* TASK INSTRUCTIONS
Copy out each line of the data that contains "Londenring".

* SUPPLIED ENTRIES

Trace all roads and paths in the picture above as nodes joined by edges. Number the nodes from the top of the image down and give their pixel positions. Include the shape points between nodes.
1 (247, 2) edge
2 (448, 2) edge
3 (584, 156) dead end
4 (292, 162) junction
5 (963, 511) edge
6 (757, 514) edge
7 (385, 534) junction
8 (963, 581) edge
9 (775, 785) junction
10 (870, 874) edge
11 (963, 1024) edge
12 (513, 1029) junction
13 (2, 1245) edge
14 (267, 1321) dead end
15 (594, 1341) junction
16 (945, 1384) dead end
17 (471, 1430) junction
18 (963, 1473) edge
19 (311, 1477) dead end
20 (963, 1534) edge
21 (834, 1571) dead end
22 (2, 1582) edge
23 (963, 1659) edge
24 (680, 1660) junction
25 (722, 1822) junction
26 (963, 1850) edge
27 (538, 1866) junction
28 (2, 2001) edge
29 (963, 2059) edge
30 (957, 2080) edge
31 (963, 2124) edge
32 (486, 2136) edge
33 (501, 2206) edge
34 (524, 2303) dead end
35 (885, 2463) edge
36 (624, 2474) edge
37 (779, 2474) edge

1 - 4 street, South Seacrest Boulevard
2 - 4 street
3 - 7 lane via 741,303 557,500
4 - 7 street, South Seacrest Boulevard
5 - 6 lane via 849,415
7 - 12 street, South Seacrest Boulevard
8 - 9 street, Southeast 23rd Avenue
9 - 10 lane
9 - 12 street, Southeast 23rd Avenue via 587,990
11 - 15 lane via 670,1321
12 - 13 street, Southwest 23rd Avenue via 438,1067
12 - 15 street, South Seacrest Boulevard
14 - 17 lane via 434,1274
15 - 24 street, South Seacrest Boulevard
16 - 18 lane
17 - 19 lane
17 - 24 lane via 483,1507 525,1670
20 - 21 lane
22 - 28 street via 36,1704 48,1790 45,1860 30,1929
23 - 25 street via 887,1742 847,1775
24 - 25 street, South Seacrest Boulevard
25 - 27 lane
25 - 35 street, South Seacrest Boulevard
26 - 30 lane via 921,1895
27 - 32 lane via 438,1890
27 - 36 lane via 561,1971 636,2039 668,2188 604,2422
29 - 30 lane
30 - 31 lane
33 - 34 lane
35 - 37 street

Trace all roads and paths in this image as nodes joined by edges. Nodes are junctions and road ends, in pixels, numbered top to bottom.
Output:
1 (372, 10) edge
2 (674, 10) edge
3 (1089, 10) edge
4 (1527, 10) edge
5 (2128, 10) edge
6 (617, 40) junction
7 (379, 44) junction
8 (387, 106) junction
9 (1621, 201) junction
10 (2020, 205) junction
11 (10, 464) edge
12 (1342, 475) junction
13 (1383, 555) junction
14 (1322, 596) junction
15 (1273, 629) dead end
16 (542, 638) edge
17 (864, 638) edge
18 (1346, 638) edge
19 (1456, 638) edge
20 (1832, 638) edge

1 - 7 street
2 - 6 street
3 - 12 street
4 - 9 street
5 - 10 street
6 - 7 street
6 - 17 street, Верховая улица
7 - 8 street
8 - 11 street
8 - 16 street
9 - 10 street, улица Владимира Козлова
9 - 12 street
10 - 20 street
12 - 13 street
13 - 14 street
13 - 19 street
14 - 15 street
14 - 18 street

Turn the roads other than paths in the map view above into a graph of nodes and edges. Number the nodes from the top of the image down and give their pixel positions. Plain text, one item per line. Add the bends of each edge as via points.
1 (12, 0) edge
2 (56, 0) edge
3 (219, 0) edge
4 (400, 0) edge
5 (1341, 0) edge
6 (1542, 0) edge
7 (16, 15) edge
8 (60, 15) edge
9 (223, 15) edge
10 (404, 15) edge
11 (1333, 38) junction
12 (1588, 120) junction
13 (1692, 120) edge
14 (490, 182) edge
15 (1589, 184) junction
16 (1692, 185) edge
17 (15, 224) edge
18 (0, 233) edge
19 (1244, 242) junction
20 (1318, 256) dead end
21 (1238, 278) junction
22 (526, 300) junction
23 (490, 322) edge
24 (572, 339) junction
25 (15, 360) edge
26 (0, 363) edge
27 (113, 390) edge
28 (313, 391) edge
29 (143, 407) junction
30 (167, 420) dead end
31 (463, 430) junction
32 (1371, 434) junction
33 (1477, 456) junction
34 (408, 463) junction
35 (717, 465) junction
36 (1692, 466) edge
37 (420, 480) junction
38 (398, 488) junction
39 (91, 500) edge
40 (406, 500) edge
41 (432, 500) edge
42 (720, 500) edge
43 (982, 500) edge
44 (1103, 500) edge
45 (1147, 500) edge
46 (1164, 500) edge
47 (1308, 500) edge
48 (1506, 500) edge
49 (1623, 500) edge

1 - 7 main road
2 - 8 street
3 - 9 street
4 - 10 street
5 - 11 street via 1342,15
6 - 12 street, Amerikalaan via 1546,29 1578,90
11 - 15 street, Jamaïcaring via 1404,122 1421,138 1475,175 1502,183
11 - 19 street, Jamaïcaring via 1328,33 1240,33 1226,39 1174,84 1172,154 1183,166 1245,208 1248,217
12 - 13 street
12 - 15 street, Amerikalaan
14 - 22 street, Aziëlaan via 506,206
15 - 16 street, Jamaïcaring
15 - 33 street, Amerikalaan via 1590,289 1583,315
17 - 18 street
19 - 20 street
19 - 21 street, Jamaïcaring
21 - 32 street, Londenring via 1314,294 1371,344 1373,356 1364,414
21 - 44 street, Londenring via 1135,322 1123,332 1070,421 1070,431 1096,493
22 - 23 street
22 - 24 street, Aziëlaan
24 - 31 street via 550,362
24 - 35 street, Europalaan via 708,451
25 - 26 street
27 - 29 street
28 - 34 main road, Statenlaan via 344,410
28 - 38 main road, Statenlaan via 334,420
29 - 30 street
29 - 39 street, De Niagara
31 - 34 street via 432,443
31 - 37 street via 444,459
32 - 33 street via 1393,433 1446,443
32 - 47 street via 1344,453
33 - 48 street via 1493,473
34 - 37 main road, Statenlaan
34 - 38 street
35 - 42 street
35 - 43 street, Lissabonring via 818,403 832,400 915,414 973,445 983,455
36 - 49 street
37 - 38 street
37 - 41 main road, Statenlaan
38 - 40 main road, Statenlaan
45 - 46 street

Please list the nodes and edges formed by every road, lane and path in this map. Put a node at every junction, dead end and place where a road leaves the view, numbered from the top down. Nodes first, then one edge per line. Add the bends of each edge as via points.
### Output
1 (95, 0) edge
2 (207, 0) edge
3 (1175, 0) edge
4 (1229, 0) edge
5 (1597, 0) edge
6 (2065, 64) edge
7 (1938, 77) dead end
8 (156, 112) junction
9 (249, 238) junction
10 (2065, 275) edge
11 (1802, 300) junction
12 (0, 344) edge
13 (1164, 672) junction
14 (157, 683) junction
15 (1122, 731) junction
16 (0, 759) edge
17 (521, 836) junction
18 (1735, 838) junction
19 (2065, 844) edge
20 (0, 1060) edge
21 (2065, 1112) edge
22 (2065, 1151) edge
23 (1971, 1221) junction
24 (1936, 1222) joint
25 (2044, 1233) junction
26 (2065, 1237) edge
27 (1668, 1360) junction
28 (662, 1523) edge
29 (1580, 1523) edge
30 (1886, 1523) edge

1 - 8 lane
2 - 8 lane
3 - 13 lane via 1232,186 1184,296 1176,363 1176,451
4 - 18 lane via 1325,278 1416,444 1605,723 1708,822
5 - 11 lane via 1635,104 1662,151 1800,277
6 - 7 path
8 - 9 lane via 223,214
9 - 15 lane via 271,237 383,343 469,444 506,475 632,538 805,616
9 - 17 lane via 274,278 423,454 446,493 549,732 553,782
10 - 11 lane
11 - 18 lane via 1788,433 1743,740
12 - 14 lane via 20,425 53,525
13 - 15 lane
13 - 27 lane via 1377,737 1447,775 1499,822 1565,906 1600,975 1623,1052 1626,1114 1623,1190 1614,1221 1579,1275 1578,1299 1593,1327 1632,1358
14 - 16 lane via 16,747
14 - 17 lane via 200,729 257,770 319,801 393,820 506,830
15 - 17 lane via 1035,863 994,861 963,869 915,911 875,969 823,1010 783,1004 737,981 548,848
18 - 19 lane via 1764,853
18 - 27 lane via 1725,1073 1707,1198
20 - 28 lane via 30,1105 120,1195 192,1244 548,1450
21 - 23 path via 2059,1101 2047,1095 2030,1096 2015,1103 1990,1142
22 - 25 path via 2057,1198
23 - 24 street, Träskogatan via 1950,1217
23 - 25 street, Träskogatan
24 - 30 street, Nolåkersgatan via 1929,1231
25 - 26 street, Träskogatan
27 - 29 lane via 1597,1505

* RESPONSE BELOW
21 - 32 street, Londenring via 1314,294 1371,344 1373,356 1364,414
21 - 44 street, Londenring via 1135,322 1123,332 1070,421 1070,431 1096,493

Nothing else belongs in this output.